- What to do: Below are records; report the number of lines among them that include the word "lane", and nothing further.

- Input data:
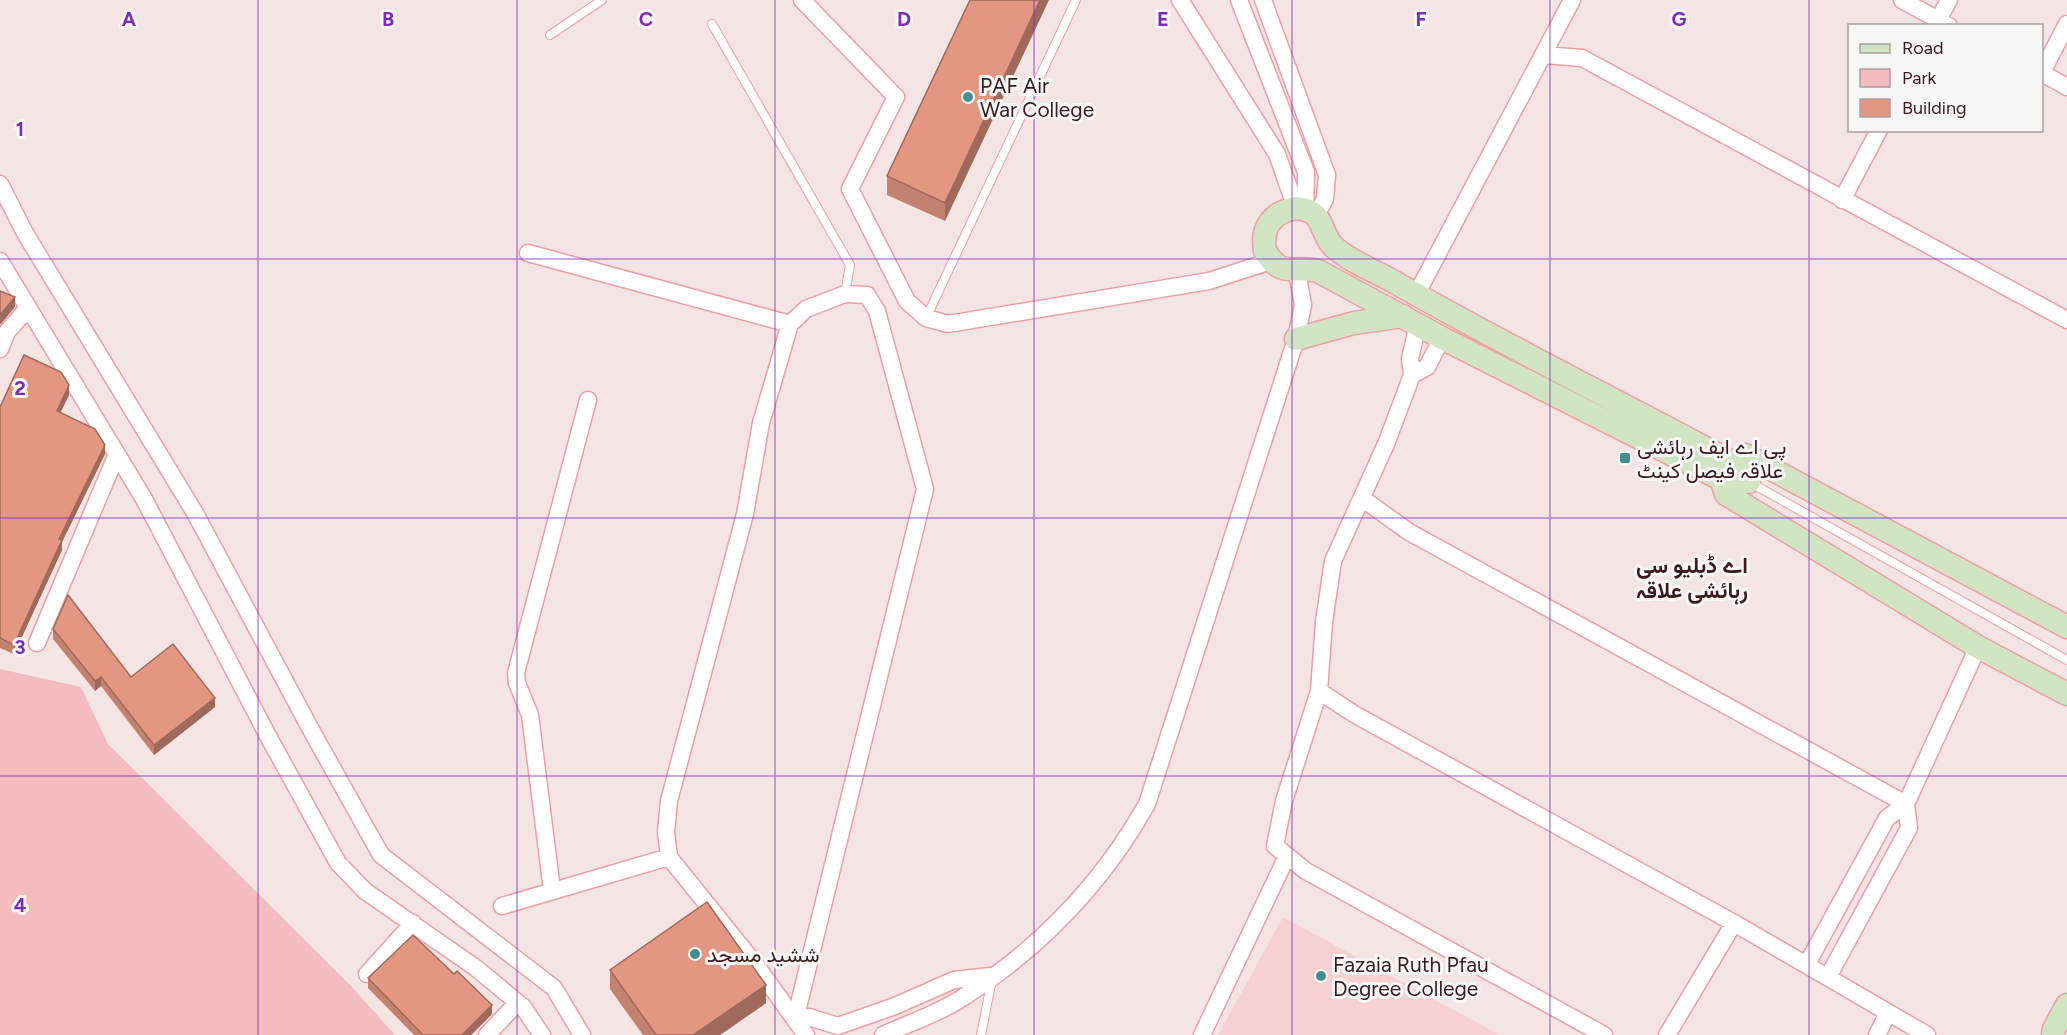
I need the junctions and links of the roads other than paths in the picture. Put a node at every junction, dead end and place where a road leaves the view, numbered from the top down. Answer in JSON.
{"nodes":[{"id":1,"x":602,"y":0,"type":"edge"},
{"id":2,"x":802,"y":0,"type":"edge"},
{"id":3,"x":1076,"y":0,"type":"edge"},
{"id":4,"x":1180,"y":0,"type":"edge"},
{"id":5,"x":1239,"y":0,"type":"edge"},
{"id":6,"x":1263,"y":0,"type":"edge"},
{"id":7,"x":1572,"y":0,"type":"edge"},
{"id":8,"x":1902,"y":0,"type":"edge"},
{"id":9,"x":1949,"y":0,"type":"edge"},
{"id":10,"x":712,"y":24,"type":"dead end"},
{"id":11,"x":1941,"y":24,"type":"edge"},
{"id":12,"x":2067,"y":24,"type":"edge"},
{"id":13,"x":549,"y":34,"type":"dead end"},
{"id":14,"x":1544,"y":55,"type":"junction"},
{"id":15,"x":2043,"y":71,"type":"edge"},
{"id":16,"x":2043,"y":74,"type":"edge"},
{"id":17,"x":2067,"y":87,"type":"edge"},
{"id":18,"x":1878,"y":132,"type":"edge"},
{"id":19,"x":0,"y":183,"type":"edge"},
{"id":20,"x":1842,"y":200,"type":"junction"},
{"id":21,"x":1305,"y":211,"type":"junction"},
{"id":22,"x":528,"y":253,"type":"dead end"},
{"id":23,"x":0,"y":261,"type":"edge"},
{"id":24,"x":1271,"y":261,"type":"junction"},
{"id":25,"x":1297,"y":272,"type":"junction"},
{"id":26,"x":845,"y":294,"type":"junction"},
{"id":27,"x":1416,"y":295,"type":"junction"},
{"id":28,"x":28,"y":308,"type":"junction"},
{"id":29,"x":926,"y":318,"type":"junction"},
{"id":30,"x":1410,"y":320,"type":"junction"},
{"id":31,"x":2067,"y":320,"type":"edge"},
{"id":32,"x":790,"y":324,"type":"junction"},
{"id":33,"x":1442,"y":338,"type":"junction"},
{"id":34,"x":1296,"y":339,"type":"junction"},
{"id":35,"x":1514,"y":346,"type":"junction"},
{"id":36,"x":0,"y":349,"type":"edge"},
{"id":37,"x":1504,"y":369,"type":"junction"},
{"id":38,"x":1412,"y":375,"type":"junction"},
{"id":39,"x":588,"y":400,"type":"dead end"},
{"id":40,"x":117,"y":454,"type":"junction"},
{"id":41,"x":1728,"y":472,"type":"junction"},
{"id":42,"x":1749,"y":482,"type":"joint"},
{"id":43,"x":1363,"y":500,"type":"junction"},
{"id":44,"x":2067,"y":627,"type":"edge"},
{"id":45,"x":37,"y":643,"type":"dead end"},
{"id":46,"x":1978,"y":647,"type":"junction"},
{"id":47,"x":2067,"y":660,"type":"edge"},
{"id":48,"x":1319,"y":691,"type":"junction"},
{"id":49,"x":2067,"y":694,"type":"edge"},
{"id":50,"x":1906,"y":804,"type":"junction"},
{"id":51,"x":1287,"y":856,"type":"junction"},
{"id":52,"x":669,"y":857,"type":"junction"},
{"id":53,"x":552,"y":890,"type":"junction"},
{"id":54,"x":502,"y":906,"type":"dead end"},
{"id":55,"x":413,"y":923,"type":"junction"},
{"id":56,"x":1734,"y":923,"type":"junction"},
{"id":57,"x":1807,"y":964,"type":"junction"},
{"id":58,"x":367,"y":974,"type":"dead end"},
{"id":59,"x":992,"y":976,"type":"junction"},
{"id":60,"x":1828,"y":977,"type":"junction"},
{"id":61,"x":517,"y":1003,"type":"junction"},
{"id":62,"x":2067,"y":1005,"type":"edge"},
{"id":63,"x":1888,"y":1013,"type":"junction"},
{"id":64,"x":795,"y":1020,"type":"junction"},
{"id":65,"x":839,"y":1032,"type":"edge"},
{"id":66,"x":488,"y":1035,"type":"edge"},
{"id":67,"x":542,"y":1035,"type":"edge"},
{"id":68,"x":582,"y":1035,"type":"edge"},
{"id":69,"x":806,"y":1035,"type":"edge"},
{"id":70,"x":883,"y":1035,"type":"edge"},
{"id":71,"x":981,"y":1035,"type":"edge"},
{"id":72,"x":1202,"y":1035,"type":"edge"},
{"id":73,"x":1604,"y":1035,"type":"edge"},
{"id":74,"x":1667,"y":1035,"type":"edge"},
{"id":75,"x":1876,"y":1035,"type":"edge"},
{"id":76,"x":1927,"y":1035,"type":"edge"},
{"id":77,"x":2053,"y":1035,"type":"edge"}],
"edges":[{"from":1,"to":13,"type":"lane"},
{"from":2,"to":29,"type":"street"},
{"from":3,"to":29,"type":"lane"},
{"from":4,"to":21,"type":"street"},
{"from":5,"to":21,"type":"street"},
{"from":6,"to":21,"type":"street"},
{"from":7,"to":14,"type":"street"},
{"from":8,"to":11,"type":"street"},
{"from":9,"to":11,"type":"street"},
{"from":10,"to":26,"type":"lane"},
{"from":12,"to":15,"type":"street"},
{"from":14,"to":20,"type":"street"},
{"from":14,"to":27,"type":"street"},
{"from":16,"to":17,"type":"street"},
{"from":18,"to":20,"type":"street"},
{"from":19,"to":68,"type":"street"},
{"from":20,"to":31,"type":"street"},
{"from":21,"to":24,"type":"street"},
{"from":21,"to":27,"type":"street"},
{"from":22,"to":32,"type":"street"},
{"from":23,"to":28,"type":"street"},
{"from":24,"to":25,"type":"street"},
{"from":24,"to":29,"type":"street"},
{"from":25,"to":30,"type":"street"},
{"from":25,"to":34,"type":"street"},
{"from":26,"to":32,"type":"street"},
{"from":26,"to":64,"type":"street"},
{"from":27,"to":35,"type":"street"},
{"from":28,"to":36,"type":"street"},
{"from":28,"to":40,"type":"street"},
{"from":30,"to":33,"type":"street"},
{"from":30,"to":34,"type":"street"},
{"from":30,"to":38,"type":"street"},
{"from":32,"to":52,"type":"street"},
{"from":33,"to":37,"type":"street"},
{"from":33,"to":38,"type":"street"},
{"from":34,"to":59,"type":"street"},
{"from":35,"to":37,"type":"street"},
{"from":35,"to":41,"type":"street"},
{"from":37,"to":41,"type":"street"},
{"from":38,"to":43,"type":"street"},
{"from":39,"to":53,"type":"street"},
{"from":40,"to":45,"type":"street"},
{"from":40,"to":55,"type":"street"},
{"from":41,"to":42,"type":"street"},
{"from":41,"to":44,"type":"street"},
{"from":41,"to":46,"type":"street"},
{"from":42,"to":47,"type":"lane"},
{"from":43,"to":48,"type":"street"},
{"from":43,"to":50,"type":"street"},
{"from":46,"to":49,"type":"street"},
{"from":46,"to":50,"type":"street"},
{"from":48,"to":51,"type":"street"},
{"from":48,"to":56,"type":"street"},
{"from":50,"to":57,"type":"street"},
{"from":50,"to":60,"type":"street"},
{"from":51,"to":72,"type":"street"},
{"from":51,"to":73,"type":"street"},
{"from":52,"to":53,"type":"street"},
{"from":52,"to":64,"type":"street"},
{"from":53,"to":54,"type":"street"},
{"from":55,"to":58,"type":"street"},
{"from":55,"to":61,"type":"street"},
{"from":56,"to":57,"type":"street"},
{"from":56,"to":74,"type":"street"},
{"from":57,"to":60,"type":"street"},
{"from":59,"to":65,"type":"street"},
{"from":59,"to":70,"type":"street"},
{"from":59,"to":71,"type":"lane"},
{"from":60,"to":63,"type":"street"},
{"from":61,"to":66,"type":"street"},
{"from":61,"to":67,"type":"street"},
{"from":62,"to":77,"type":"street"},
{"from":63,"to":75,"type":"street"},
{"from":63,"to":76,"type":"street"},
{"from":64,"to":65,"type":"street"},
{"from":64,"to":69,"type":"street"}]}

- Answer space: 5